- Source information -
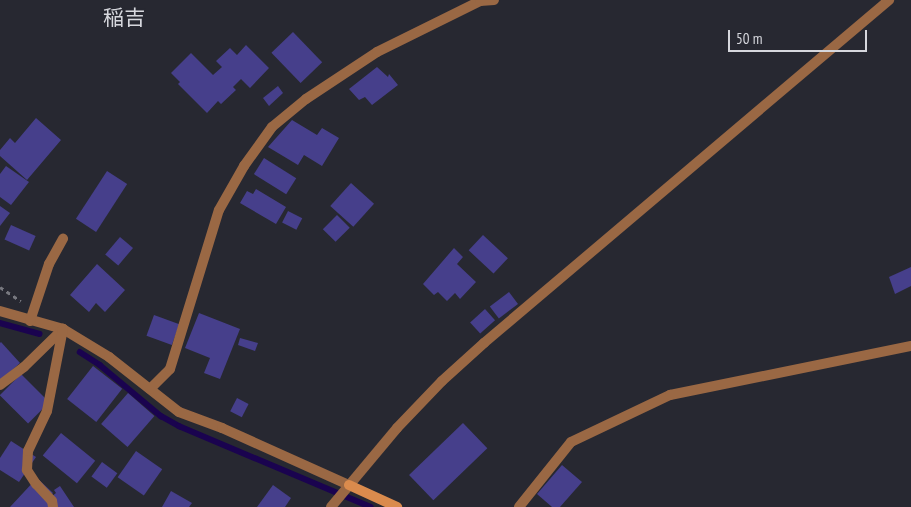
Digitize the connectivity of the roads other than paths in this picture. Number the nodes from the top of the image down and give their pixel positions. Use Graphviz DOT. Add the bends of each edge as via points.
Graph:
graph roads {
  1 [pos="494,0"];
  2 [pos="889,0"];
  3 [pos="480,1"];
  4 [pos="63,238"];
  5 [pos="0,311"];
  6 [pos="30,321"];
  7 [pos="64,329"];
  8 [pos="911,346"];
  9 [pos="0,385"];
  10 [pos="150,389"];
  11 [pos="349,485"];
  12 [pos="53,507"];
  13 [pos="331,507"];
  14 [pos="398,507"];
  15 [pos="519,507"];
  1 -- 3 [label="street"];
  2 -- 11 [label="street" via="484,343 397,428"];
  3 -- 10 [label="street" via="377,52 272,126 219,210 170,369"];
  4 -- 6 [label="street" via="49,264"];
  5 -- 6 [label="street"];
  6 -- 7 [label="street"];
  7 -- 9 [label="street"];
  7 -- 10 [label="street" via="109,357"];
  7 -- 12 [label="street" via="47,411 28,451 27,470 52,501"];
  8 -- 15 [label="street" via="670,395 571,442"];
  10 -- 11 [label="street" via="178,412 222,428"];
  11 -- 13 [label="street"];
  11 -- 14 [label="street"];
}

- Work task -
Go through the material above and repeat it exactly. Omit the pictures.

- Answer to this task -
Digitize the connectivity of the roads other than paths in this picture. Number the nodes from the top of the image down and give their pixel positions. Use Graphviz DOT. Add the bends of each edge as via points.
Graph:
graph roads {
  1 [pos="494,0"];
  2 [pos="889,0"];
  3 [pos="480,1"];
  4 [pos="63,238"];
  5 [pos="0,311"];
  6 [pos="30,321"];
  7 [pos="64,329"];
  8 [pos="911,346"];
  9 [pos="0,385"];
  10 [pos="150,389"];
  11 [pos="349,485"];
  12 [pos="53,507"];
  13 [pos="331,507"];
  14 [pos="398,507"];
  15 [pos="519,507"];
  1 -- 3 [label="street"];
  2 -- 11 [label="street" via="484,343 397,428"];
  3 -- 10 [label="street" via="377,52 272,126 219,210 170,369"];
  4 -- 6 [label="street" via="49,264"];
  5 -- 6 [label="street"];
  6 -- 7 [label="street"];
  7 -- 9 [label="street"];
  7 -- 10 [label="street" via="109,357"];
  7 -- 12 [label="street" via="47,411 28,451 27,470 52,501"];
  8 -- 15 [label="street" via="670,395 571,442"];
  10 -- 11 [label="street" via="178,412 222,428"];
  11 -- 13 [label="street"];
  11 -- 14 [label="street"];
}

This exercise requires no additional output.